[Dataset entries]

--------------------

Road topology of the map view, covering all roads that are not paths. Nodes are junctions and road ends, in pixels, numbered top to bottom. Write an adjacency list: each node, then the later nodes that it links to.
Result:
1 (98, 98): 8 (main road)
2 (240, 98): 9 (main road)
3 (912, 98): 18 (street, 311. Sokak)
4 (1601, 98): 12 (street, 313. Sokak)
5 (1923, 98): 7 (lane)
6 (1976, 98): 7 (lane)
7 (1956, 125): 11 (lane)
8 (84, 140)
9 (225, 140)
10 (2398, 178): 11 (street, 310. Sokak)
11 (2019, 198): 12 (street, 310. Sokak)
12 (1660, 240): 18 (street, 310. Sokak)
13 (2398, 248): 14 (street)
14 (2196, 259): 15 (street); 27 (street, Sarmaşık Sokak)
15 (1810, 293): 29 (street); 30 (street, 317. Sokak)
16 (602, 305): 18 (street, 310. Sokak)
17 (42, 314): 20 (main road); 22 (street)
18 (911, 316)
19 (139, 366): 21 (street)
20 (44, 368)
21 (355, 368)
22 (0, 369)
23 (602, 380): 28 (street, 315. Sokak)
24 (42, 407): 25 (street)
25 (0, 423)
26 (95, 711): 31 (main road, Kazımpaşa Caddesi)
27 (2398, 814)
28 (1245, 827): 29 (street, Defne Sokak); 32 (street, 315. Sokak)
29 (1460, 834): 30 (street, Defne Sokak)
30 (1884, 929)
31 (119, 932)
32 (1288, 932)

--------------------

Would you please give all of the entries above once more, exactly as they are?

Road topology of the map view, covering all roads that are not paths. Nodes are junctions and road ends, in pixels, numbered top to bottom. Write an adjacency list: each node, then the later nodes that it links to.
Result:
1 (98, 98): 8 (main road)
2 (240, 98): 9 (main road)
3 (912, 98): 18 (street, 311. Sokak)
4 (1601, 98): 12 (street, 313. Sokak)
5 (1923, 98): 7 (lane)
6 (1976, 98): 7 (lane)
7 (1956, 125): 11 (lane)
8 (84, 140)
9 (225, 140)
10 (2398, 178): 11 (street, 310. Sokak)
11 (2019, 198): 12 (street, 310. Sokak)
12 (1660, 240): 18 (street, 310. Sokak)
13 (2398, 248): 14 (street)
14 (2196, 259): 15 (street); 27 (street, Sarmaşık Sokak)
15 (1810, 293): 29 (street); 30 (street, 317. Sokak)
16 (602, 305): 18 (street, 310. Sokak)
17 (42, 314): 20 (main road); 22 (street)
18 (911, 316)
19 (139, 366): 21 (street)
20 (44, 368)
21 (355, 368)
22 (0, 369)
23 (602, 380): 28 (street, 315. Sokak)
24 (42, 407): 25 (street)
25 (0, 423)
26 (95, 711): 31 (main road, Kazımpaşa Caddesi)
27 (2398, 814)
28 (1245, 827): 29 (street, Defne Sokak); 32 (street, 315. Sokak)
29 (1460, 834): 30 (street, Defne Sokak)
30 (1884, 929)
31 (119, 932)
32 (1288, 932)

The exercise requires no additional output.